-- Opening Marker --

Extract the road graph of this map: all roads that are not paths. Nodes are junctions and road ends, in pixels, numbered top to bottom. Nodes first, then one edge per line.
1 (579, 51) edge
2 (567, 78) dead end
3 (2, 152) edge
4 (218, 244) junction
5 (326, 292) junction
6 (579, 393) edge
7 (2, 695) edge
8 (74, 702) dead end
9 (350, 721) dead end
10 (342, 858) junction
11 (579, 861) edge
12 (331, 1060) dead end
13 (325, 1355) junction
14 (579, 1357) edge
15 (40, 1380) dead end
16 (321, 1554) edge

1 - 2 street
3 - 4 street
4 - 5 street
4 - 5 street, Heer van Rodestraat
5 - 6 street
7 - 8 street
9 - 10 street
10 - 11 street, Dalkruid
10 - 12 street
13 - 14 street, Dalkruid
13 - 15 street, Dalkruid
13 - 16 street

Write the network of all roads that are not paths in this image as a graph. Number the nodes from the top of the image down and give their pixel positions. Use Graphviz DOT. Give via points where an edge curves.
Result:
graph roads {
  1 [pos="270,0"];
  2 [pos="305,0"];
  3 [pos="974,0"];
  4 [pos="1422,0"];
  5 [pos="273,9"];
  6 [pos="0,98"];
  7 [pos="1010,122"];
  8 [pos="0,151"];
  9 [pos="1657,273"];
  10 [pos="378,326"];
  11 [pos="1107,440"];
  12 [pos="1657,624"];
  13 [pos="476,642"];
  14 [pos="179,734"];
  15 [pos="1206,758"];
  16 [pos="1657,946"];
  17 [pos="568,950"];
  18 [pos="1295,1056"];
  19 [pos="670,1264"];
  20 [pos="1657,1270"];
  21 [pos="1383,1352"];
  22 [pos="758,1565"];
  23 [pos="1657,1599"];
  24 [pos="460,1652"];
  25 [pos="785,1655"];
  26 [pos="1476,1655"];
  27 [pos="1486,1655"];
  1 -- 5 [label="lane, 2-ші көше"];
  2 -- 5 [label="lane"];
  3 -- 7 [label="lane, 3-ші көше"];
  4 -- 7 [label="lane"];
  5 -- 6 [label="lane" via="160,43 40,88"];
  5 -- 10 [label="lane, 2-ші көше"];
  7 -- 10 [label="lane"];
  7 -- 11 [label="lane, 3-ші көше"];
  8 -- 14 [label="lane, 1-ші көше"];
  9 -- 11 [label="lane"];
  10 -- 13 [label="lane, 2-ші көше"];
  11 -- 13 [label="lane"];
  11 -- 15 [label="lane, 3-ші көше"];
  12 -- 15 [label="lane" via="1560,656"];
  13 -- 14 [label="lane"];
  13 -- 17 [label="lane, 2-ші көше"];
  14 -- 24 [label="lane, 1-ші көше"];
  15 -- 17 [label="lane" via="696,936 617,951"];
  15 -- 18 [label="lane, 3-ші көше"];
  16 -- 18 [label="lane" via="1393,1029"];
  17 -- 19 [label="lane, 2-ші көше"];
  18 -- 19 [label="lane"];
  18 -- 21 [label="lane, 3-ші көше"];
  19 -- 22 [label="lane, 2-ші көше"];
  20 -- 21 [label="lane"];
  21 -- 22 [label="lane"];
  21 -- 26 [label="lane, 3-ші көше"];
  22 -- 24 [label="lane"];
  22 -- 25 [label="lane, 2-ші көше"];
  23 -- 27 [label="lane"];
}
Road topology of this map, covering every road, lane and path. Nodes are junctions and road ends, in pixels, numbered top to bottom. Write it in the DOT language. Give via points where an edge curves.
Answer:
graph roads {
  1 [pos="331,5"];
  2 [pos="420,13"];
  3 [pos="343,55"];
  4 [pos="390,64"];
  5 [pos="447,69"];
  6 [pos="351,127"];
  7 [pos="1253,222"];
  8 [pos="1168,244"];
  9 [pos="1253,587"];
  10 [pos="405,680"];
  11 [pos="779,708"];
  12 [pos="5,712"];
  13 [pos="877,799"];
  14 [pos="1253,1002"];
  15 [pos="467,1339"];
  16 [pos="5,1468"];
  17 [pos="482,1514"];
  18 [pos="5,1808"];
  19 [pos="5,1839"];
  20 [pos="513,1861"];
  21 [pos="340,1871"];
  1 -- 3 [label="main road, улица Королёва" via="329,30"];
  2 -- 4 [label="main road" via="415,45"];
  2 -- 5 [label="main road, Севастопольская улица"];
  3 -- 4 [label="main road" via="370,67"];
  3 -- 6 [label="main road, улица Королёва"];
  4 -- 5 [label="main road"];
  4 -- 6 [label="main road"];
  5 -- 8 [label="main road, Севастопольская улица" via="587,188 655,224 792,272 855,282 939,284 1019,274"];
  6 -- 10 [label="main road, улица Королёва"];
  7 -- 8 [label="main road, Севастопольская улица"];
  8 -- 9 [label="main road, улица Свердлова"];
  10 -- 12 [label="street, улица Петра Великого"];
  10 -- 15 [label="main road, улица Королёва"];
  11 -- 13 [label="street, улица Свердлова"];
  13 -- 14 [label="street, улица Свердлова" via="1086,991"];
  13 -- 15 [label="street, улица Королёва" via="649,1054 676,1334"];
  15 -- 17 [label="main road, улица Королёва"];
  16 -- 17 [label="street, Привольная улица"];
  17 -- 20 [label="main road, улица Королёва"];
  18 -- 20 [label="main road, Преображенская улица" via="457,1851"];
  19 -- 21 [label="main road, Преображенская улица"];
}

-- Closing Marker --

--- Work required ---
The lines to copy run from the start of the records above through the line holding "Write the network"; give them exactly, both ends included, and nothing else.

--- Answer below ---
Extract the road graph of this map: all roads that are not paths. Nodes are junctions and road ends, in pixels, numbered top to bottom. Nodes first, then one edge per line.
1 (579, 51) edge
2 (567, 78) dead end
3 (2, 152) edge
4 (218, 244) junction
5 (326, 292) junction
6 (579, 393) edge
7 (2, 695) edge
8 (74, 702) dead end
9 (350, 721) dead end
10 (342, 858) junction
11 (579, 861) edge
12 (331, 1060) dead end
13 (325, 1355) junction
14 (579, 1357) edge
15 (40, 1380) dead end
16 (321, 1554) edge

1 - 2 street
3 - 4 street
4 - 5 street
4 - 5 street, Heer van Rodestraat
5 - 6 street
7 - 8 street
9 - 10 street
10 - 11 street, Dalkruid
10 - 12 street
13 - 14 street, Dalkruid
13 - 15 street, Dalkruid
13 - 16 street

Write the network of all roads that are not paths in this image as a graph. Number the nodes from the top of the image down and give their pixel positions. Use Graphviz DOT. Give via points where an edge curves.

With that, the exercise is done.